● Description of the task:
Reproduce the full listing that appears beneath this instruction exactly.
*****
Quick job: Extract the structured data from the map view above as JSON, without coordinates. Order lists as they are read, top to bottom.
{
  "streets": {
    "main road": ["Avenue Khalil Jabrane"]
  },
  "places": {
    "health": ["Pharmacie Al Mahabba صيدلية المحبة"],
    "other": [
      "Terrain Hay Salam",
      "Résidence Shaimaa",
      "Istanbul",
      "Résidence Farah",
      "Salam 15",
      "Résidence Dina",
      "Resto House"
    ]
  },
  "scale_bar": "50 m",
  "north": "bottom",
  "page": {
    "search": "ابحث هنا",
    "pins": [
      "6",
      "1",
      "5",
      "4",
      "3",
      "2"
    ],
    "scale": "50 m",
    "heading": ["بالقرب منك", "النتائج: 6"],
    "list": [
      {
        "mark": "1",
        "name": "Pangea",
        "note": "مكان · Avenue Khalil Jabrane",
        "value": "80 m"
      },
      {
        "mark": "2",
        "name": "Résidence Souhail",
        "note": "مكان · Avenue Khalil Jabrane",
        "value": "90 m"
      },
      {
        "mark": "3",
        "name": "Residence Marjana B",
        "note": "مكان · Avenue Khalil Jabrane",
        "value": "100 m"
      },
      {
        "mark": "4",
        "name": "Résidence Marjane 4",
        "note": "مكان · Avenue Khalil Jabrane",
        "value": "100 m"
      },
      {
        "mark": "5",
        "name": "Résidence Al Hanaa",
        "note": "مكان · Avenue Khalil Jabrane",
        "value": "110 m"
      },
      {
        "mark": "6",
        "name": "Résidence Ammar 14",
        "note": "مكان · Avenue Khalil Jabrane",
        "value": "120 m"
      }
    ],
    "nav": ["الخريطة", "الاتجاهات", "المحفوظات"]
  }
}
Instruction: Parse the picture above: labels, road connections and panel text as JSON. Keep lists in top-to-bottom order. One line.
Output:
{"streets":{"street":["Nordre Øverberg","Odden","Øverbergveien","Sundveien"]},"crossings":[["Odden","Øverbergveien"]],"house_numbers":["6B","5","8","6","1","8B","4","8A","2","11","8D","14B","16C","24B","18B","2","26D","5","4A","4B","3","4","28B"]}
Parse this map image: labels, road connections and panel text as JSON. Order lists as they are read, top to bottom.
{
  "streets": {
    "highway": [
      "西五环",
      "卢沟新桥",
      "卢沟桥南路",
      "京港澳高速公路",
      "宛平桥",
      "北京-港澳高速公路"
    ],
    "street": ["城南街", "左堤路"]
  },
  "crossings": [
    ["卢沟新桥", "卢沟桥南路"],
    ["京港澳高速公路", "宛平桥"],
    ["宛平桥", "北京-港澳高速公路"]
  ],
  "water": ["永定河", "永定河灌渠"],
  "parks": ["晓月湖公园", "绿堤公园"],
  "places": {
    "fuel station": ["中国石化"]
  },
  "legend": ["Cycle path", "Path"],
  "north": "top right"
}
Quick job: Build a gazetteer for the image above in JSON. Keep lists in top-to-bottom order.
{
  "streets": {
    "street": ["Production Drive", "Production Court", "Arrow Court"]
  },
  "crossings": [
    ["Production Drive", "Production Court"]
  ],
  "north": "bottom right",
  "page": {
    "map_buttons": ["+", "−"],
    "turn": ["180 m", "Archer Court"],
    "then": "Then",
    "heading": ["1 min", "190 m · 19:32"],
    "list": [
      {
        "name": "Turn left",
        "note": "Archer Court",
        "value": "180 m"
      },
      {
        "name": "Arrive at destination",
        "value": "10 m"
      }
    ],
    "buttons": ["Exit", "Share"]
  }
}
*****
● Exercise response:
Quick job: Extract the structured data from the map view above as JSON, without coordinates. Order lists as they are read, top to bottom.
{
  "streets": {
    "main road": ["Avenue Khalil Jabrane"]
  },
  "places": {
    "health": ["Pharmacie Al Mahabba صيدلية المحبة"],
    "other": [
      "Terrain Hay Salam",
      "Résidence Shaimaa",
      "Istanbul",
      "Résidence Farah",
      "Salam 15",
      "Résidence Dina",
      "Resto House"
    ]
  },
  "scale_bar": "50 m",
  "north": "bottom",
  "page": {
    "search": "ابحث هنا",
    "pins": [
      "6",
      "1",
      "5",
      "4",
      "3",
      "2"
    ],
    "scale": "50 m",
    "heading": ["بالقرب منك", "النتائج: 6"],
    "list": [
      {
        "mark": "1",
        "name": "Pangea",
        "note": "مكان · Avenue Khalil Jabrane",
        "value": "80 m"
      },
      {
        "mark": "2",
        "name": "Résidence Souhail",
        "note": "مكان · Avenue Khalil Jabrane",
        "value": "90 m"
      },
      {
        "mark": "3",
        "name": "Residence Marjana B",
        "note": "مكان · Avenue Khalil Jabrane",
        "value": "100 m"
      },
      {
        "mark": "4",
        "name": "Résidence Marjane 4",
        "note": "مكان · Avenue Khalil Jabrane",
        "value": "100 m"
      },
      {
        "mark": "5",
        "name": "Résidence Al Hanaa",
        "note": "مكان · Avenue Khalil Jabrane",
        "value": "110 m"
      },
      {
        "mark": "6",
        "name": "Résidence Ammar 14",
        "note": "مكان · Avenue Khalil Jabrane",
        "value": "120 m"
      }
    ],
    "nav": ["الخريطة", "الاتجاهات", "المحفوظات"]
  }
}
Instruction: Parse the picture above: labels, road connections and panel text as JSON. Keep lists in top-to-bottom order. One line.
Output:
{"streets":{"street":["Nordre Øverberg","Odden","Øverbergveien","Sundveien"]},"crossings":[["Odden","Øverbergveien"]],"house_numbers":["6B","5","8","6","1","8B","4","8A","2","11","8D","14B","16C","24B","18B","2","26D","5","4A","4B","3","4","28B"]}
Parse this map image: labels, road connections and panel text as JSON. Order lists as they are read, top to bottom.
{
  "streets": {
    "highway": [
      "西五环",
      "卢沟新桥",
      "卢沟桥南路",
      "京港澳高速公路",
      "宛平桥",
      "北京-港澳高速公路"
    ],
    "street": ["城南街", "左堤路"]
  },
  "crossings": [
    ["卢沟新桥", "卢沟桥南路"],
    ["京港澳高速公路", "宛平桥"],
    ["宛平桥", "北京-港澳高速公路"]
  ],
  "water": ["永定河", "永定河灌渠"],
  "parks": ["晓月湖公园", "绿堤公园"],
  "places": {
    "fuel station": ["中国石化"]
  },
  "legend": ["Cycle path", "Path"],
  "north": "top right"
}
Quick job: Build a gazetteer for the image above in JSON. Keep lists in top-to-bottom order.
{
  "streets": {
    "street": ["Production Drive", "Production Court", "Arrow Court"]
  },
  "crossings": [
    ["Production Drive", "Production Court"]
  ],
  "north": "bottom right",
  "page": {
    "map_buttons": ["+", "−"],
    "turn": ["180 m", "Archer Court"],
    "then": "Then",
    "heading": ["1 min", "190 m · 19:32"],
    "list": [
      {
        "name": "Turn left",
        "note": "Archer Court",
        "value": "180 m"
      },
      {
        "name": "Arrive at destination",
        "value": "10 m"
      }
    ],
    "buttons": ["Exit", "Share"]
  }
}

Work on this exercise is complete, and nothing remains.